Самба на острове невезения. Том 1. Таинственное животное - страница 7

Шрифт
Интервал


Отчего-то я и впрямь почувствовала себя виноватой. Понуро опустив голову, ответила:

– Я болею. Температура.

– Вот! – поднял Акунинский вверх указательный палец. – А ты ее, полуживую, сюда потащила, не стыдно тебе, Катя? А?

– Почему это мне должно быть стыдно? – с вызовом откликнулась лучшая подружка, но щеки, правда, слегка подрумянились. – Нет лучшего лекарства от недуга, чем любимое занятие! К тому же с позиции террориста…

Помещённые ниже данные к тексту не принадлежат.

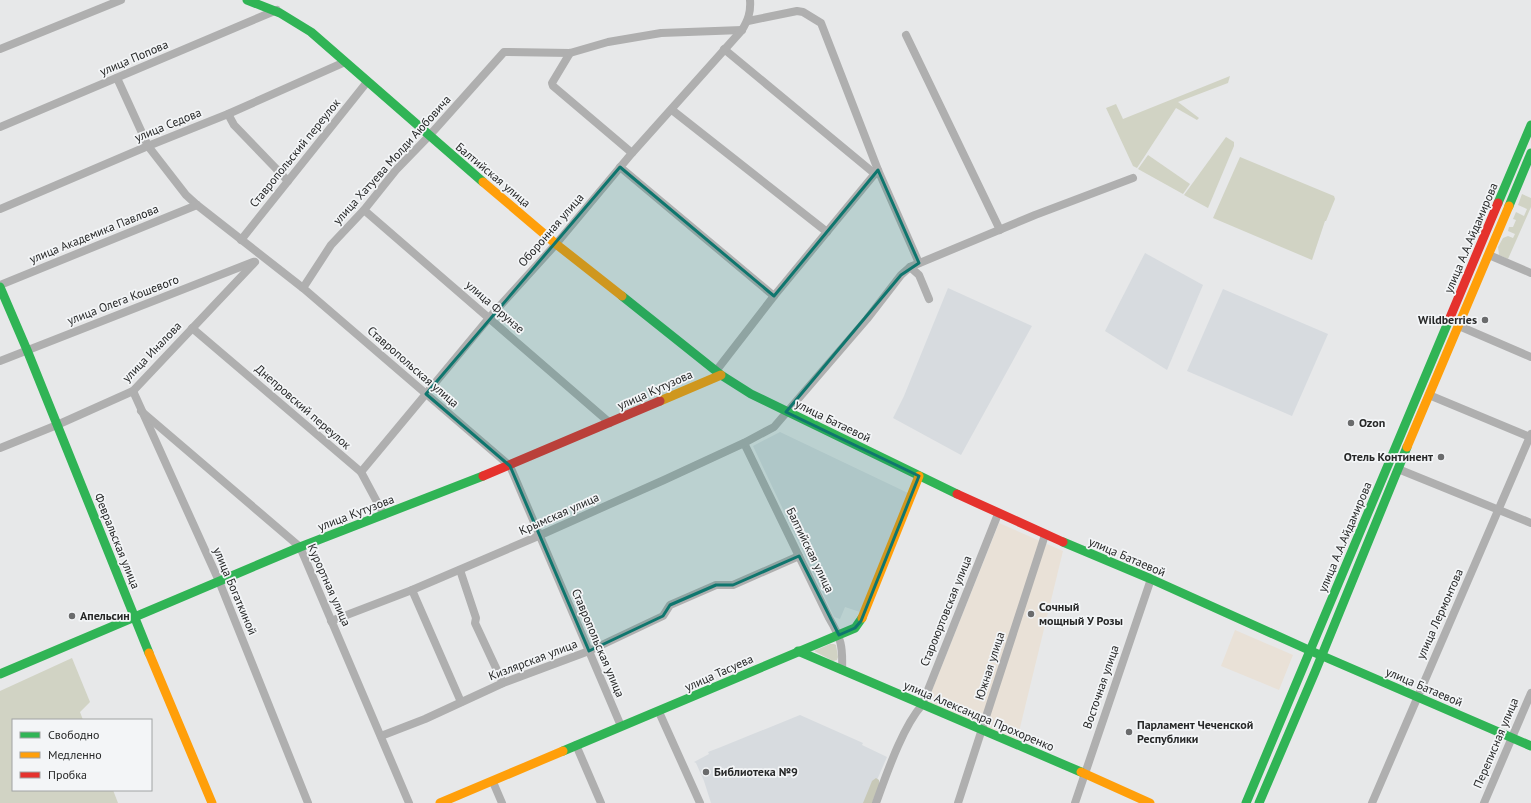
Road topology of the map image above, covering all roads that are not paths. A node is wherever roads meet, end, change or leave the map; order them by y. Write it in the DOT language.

– И-ди до-мой! – стуча по столу, говорил Борис по слогам, как делал, когда хотел придать своей речи выразительность, но Катерина, совершенно его не слушая, продолжала говорить со следователем в один голос:

– …хворающая Юлька и тени сомнения не наложит…

– До-мой!! До-мой!! – не переставая стучать ладонью по деревянной поверхности.

– …в своей невинности и беззащитности, плюс ко всему…

– До-мой!!

Когда разноголосое бурчание и неприятный стук слились для меня в одну сплошную какофонию, а затылок пронзило тупой занозливой болью, которая заставила меня сморщиться и, на секунду закрыв глаза, приложить пальцы к месту поражения, Любимова вдруг подскочила на ноги и, ткнув в меня пальцем, сказала:

– Да вы посмотрите на нее!

Театральный фокус удался. Борис заткнулся и перестал стучать, в моем организме тоже наметились перемены: головная боль сменилась чувством любопытства. Я так захотела узнать, что за чушь она станет нести дальше, чтобы переубедить друга следователя, что, по-моему, даже температура прошла.

– Какой из нее агент? – продолжила между тем Катька. – Кто на нее подумает? Она же овечка!

– Ну спасибо! – Пару раз в жизни я видела овец, и они были не сказать чтобы очень красивыми. Особенное раздражение вызвало упоминание о материнской привычке называть свою дочь не по имени, как это положено во всех среднестатистических семьях, а по кличке – Овца. Конечно, «овечка» – уменьшительно-ласкательная производная от данного слова, но смысла это не меняло.

– Нет-нет, я в хорошем смысле! – кинулась Катя оправдываться, поняв, что меня обидела, а Бориска взял да рассмеялся, чем просто-напросто меня добил.

– Что тут смешного? – не выдержала я.

Любимова села рядом со мной. Акунинский хотел мне что-то ответить, но тут затренькал телефонный аппарат. Очевидно, его куда-то вызвали, потому что он брякнул «да», после чего сказал «ага» и через пару секунд снова «да», встал и молча вышел из кабинета.